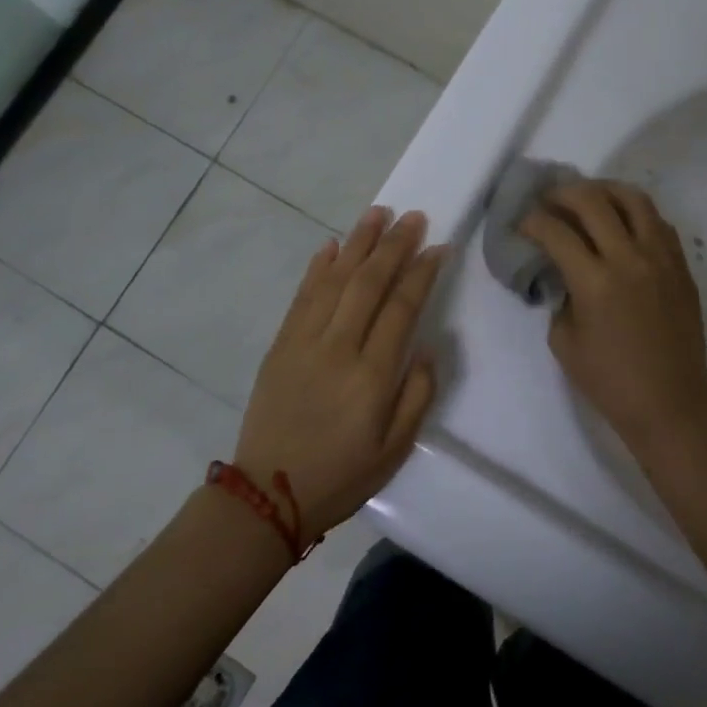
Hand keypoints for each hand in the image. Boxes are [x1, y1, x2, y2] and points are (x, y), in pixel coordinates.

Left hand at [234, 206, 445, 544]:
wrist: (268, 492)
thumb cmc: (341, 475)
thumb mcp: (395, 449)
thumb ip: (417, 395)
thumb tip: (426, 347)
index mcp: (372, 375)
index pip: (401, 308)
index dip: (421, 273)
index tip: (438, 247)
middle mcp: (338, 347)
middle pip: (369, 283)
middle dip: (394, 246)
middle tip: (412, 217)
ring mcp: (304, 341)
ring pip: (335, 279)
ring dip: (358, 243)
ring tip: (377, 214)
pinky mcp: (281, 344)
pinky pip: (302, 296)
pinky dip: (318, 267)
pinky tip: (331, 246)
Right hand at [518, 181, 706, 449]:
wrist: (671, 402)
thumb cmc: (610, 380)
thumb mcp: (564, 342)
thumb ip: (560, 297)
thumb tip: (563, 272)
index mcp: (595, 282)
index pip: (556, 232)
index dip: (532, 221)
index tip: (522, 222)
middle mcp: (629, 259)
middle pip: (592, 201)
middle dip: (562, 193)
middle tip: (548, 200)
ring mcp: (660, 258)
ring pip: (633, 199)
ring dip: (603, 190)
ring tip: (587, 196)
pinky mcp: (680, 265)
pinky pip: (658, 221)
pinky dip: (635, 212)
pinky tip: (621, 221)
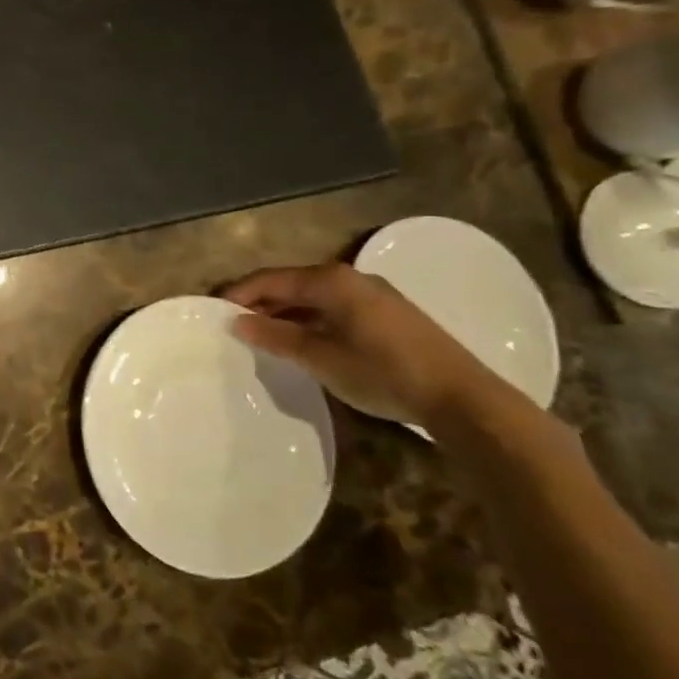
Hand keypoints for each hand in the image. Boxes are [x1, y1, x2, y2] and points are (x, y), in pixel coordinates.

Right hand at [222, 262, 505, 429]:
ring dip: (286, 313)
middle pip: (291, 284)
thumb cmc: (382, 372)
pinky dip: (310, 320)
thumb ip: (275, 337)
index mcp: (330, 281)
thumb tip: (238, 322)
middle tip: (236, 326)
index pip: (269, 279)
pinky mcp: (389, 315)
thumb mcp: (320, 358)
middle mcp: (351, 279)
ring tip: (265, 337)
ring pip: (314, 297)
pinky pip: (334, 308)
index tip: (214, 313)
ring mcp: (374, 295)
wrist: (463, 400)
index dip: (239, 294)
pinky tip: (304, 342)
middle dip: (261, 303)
----
Print the whole listing exactly, please, and keep any images out of it.

Hand keypoints for each hand in the image. Boxes are [x1, y1, x2, y2] and points are (x, y), in pixel coordinates.

Left hand at [234, 206, 445, 544]:
wrist: (268, 492)
thumb cmc: (341, 475)
thumb mcp: (395, 449)
thumb ip: (417, 395)
thumb tip: (426, 347)
index mcp: (372, 375)
index pip: (401, 308)
index dip: (421, 273)
index tip: (438, 247)
middle mcp: (338, 347)
middle pip: (369, 283)
middle dip: (394, 246)
middle tip: (412, 217)
ring mcp: (304, 341)
ring pip: (335, 279)
ring dip: (358, 243)
ring tip: (377, 214)
pinky mcp: (281, 344)
pinky pip: (302, 296)
pinky dip: (318, 267)
pinky tip: (331, 246)
Right hand at [518, 181, 706, 449]:
wrist: (671, 402)
thumb cmc: (610, 380)
thumb mcp: (564, 342)
thumb ip: (560, 297)
thumb tip: (563, 272)
index mcp: (595, 282)
index pip: (556, 232)
index dip: (532, 221)
index tip: (522, 222)
middle mcp: (629, 259)
middle pip: (592, 201)
middle dip: (562, 193)
middle tip: (548, 200)
ring mcp: (660, 258)
ring pip: (633, 199)
ring dip: (603, 190)
ring tip: (587, 196)
pinky mcp: (680, 265)
pinky pip: (658, 221)
pinky dip: (635, 212)
pinky tip: (621, 221)
Hand keypoints for each hand in the image. Boxes are [x1, y1, x2, y2] and points are (x, y), in pixel coordinates.

Right hand at [222, 262, 505, 429]:
ring dip: (286, 313)
middle pip: (291, 284)
thumb cmc: (382, 372)
pinky dip: (310, 320)
thumb ip: (275, 337)
index mcp: (330, 281)
thumb tip: (238, 322)
middle tip: (236, 326)
index pip: (269, 279)
pinky mcp: (389, 315)
thumb mcp: (320, 358)
middle mcp: (351, 279)
ring tip: (265, 337)
ring pip: (314, 297)
pinky pip: (334, 308)
index tip: (214, 313)
ring mcp: (374, 295)
wrist: (463, 400)
index dip: (239, 294)
pinky tip: (304, 342)
middle dip: (261, 303)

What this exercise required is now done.